=== Listed records ===
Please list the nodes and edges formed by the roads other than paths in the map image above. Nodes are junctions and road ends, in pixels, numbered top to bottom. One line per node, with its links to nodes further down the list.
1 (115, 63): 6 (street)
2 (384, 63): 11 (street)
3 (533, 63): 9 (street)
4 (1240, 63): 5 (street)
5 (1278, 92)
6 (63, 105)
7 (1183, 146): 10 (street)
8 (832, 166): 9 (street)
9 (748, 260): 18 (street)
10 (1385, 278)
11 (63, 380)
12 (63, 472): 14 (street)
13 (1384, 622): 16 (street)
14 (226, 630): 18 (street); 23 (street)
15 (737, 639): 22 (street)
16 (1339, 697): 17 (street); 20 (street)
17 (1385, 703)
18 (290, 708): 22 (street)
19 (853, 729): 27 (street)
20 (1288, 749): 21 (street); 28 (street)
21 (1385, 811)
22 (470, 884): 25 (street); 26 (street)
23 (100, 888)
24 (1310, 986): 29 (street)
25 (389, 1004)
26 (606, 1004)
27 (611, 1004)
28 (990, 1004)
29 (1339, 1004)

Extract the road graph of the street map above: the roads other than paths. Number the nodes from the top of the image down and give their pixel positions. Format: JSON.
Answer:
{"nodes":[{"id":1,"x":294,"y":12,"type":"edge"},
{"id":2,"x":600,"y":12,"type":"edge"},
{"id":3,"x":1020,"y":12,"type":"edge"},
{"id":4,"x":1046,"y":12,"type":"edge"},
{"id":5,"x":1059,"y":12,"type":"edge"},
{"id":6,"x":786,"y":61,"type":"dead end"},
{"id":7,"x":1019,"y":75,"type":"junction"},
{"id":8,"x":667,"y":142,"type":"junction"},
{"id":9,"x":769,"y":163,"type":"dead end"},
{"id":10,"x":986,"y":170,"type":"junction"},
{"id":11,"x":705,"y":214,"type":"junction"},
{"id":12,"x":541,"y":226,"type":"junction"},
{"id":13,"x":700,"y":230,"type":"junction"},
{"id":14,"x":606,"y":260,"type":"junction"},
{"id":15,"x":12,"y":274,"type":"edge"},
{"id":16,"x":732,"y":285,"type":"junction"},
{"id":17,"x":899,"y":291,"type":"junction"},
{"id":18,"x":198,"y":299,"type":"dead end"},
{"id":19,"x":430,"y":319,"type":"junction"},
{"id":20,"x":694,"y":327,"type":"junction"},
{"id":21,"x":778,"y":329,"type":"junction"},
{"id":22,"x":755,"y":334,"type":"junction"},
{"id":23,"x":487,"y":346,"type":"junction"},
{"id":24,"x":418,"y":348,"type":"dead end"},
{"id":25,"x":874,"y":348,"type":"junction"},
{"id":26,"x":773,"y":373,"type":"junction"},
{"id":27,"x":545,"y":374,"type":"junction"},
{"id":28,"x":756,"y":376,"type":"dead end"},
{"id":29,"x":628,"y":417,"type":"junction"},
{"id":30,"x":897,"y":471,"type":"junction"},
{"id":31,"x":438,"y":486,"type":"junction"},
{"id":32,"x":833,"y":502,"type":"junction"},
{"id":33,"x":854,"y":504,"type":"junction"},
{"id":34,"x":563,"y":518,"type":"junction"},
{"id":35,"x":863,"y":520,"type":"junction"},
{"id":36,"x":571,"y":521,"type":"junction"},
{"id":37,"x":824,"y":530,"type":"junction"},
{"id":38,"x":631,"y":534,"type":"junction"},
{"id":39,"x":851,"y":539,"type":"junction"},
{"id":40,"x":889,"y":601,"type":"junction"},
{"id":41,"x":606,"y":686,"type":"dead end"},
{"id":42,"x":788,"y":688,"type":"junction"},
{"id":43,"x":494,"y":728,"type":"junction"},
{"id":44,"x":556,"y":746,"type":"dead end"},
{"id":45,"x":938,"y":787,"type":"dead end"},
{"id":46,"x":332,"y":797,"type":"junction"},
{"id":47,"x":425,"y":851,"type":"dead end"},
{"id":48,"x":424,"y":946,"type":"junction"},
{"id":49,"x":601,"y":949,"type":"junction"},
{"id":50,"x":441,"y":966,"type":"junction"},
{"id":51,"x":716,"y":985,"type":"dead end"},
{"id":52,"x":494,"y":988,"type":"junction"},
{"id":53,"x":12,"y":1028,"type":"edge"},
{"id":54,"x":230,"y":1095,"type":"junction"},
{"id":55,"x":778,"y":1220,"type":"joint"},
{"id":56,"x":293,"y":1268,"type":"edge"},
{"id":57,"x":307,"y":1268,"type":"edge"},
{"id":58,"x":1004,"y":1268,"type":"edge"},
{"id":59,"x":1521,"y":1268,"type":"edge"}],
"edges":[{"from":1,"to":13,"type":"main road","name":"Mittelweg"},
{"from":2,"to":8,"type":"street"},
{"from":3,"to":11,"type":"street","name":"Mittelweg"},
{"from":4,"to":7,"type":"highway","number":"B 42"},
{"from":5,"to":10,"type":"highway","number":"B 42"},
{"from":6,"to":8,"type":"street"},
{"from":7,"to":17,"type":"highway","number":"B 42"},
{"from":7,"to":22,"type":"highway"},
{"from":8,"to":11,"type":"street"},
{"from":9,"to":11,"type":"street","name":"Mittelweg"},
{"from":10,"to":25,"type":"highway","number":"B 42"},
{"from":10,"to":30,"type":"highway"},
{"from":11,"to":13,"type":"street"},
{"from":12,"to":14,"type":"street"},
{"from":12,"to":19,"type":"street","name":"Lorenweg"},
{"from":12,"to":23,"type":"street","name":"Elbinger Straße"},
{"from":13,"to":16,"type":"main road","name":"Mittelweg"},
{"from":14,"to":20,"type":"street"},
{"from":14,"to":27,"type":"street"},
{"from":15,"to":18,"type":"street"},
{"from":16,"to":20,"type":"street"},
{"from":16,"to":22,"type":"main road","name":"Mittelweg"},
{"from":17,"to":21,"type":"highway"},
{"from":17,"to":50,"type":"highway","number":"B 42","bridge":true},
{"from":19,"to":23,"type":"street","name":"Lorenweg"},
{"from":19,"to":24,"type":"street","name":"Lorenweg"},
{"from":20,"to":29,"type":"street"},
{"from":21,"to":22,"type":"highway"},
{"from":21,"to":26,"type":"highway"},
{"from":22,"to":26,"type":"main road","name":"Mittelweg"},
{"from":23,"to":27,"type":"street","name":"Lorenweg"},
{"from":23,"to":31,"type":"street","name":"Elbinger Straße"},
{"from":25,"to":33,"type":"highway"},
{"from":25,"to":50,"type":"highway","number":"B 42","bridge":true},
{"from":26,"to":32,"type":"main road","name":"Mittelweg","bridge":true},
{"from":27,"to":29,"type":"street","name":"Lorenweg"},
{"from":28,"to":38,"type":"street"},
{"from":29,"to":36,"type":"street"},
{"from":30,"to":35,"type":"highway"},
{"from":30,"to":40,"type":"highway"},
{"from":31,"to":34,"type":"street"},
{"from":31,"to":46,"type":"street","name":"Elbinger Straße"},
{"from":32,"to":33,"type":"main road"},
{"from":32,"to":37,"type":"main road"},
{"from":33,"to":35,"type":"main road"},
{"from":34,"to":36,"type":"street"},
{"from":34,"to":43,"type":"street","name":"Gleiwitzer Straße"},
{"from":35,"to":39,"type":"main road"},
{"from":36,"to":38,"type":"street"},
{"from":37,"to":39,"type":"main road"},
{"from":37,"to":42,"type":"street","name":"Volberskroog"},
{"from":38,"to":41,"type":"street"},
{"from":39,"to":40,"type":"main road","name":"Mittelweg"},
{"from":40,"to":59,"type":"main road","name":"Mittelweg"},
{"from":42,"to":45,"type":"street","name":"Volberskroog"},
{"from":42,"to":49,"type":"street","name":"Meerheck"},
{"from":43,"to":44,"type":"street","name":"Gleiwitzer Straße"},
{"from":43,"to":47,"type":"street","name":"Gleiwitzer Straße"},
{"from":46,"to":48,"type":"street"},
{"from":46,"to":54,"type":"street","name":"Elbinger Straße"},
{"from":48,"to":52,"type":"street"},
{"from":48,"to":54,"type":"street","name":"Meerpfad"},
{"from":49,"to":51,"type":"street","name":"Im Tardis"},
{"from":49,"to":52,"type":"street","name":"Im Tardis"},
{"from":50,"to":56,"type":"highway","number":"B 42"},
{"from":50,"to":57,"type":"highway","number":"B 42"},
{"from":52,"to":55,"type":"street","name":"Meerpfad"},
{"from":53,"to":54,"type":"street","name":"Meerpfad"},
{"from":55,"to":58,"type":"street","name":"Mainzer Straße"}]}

=== Work order ===
Starting with the first line of the entries and ending with the line that has "Extract the road", copy each line exactly and add nothing.

=== Task response ===
Please list the nodes and edges formed by the roads other than paths in the map image above. Nodes are junctions and road ends, in pixels, numbered top to bottom. One line per node, with its links to nodes further down the list.
1 (115, 63): 6 (street)
2 (384, 63): 11 (street)
3 (533, 63): 9 (street)
4 (1240, 63): 5 (street)
5 (1278, 92)
6 (63, 105)
7 (1183, 146): 10 (street)
8 (832, 166): 9 (street)
9 (748, 260): 18 (street)
10 (1385, 278)
11 (63, 380)
12 (63, 472): 14 (street)
13 (1384, 622): 16 (street)
14 (226, 630): 18 (street); 23 (street)
15 (737, 639): 22 (street)
16 (1339, 697): 17 (street); 20 (street)
17 (1385, 703)
18 (290, 708): 22 (street)
19 (853, 729): 27 (street)
20 (1288, 749): 21 (street); 28 (street)
21 (1385, 811)
22 (470, 884): 25 (street); 26 (street)
23 (100, 888)
24 (1310, 986): 29 (street)
25 (389, 1004)
26 (606, 1004)
27 (611, 1004)
28 (990, 1004)
29 (1339, 1004)

Extract the road graph of the street map above: the roads other than paths. Number the nodes from the top of the image down and give their pixel positions. Format: JSON.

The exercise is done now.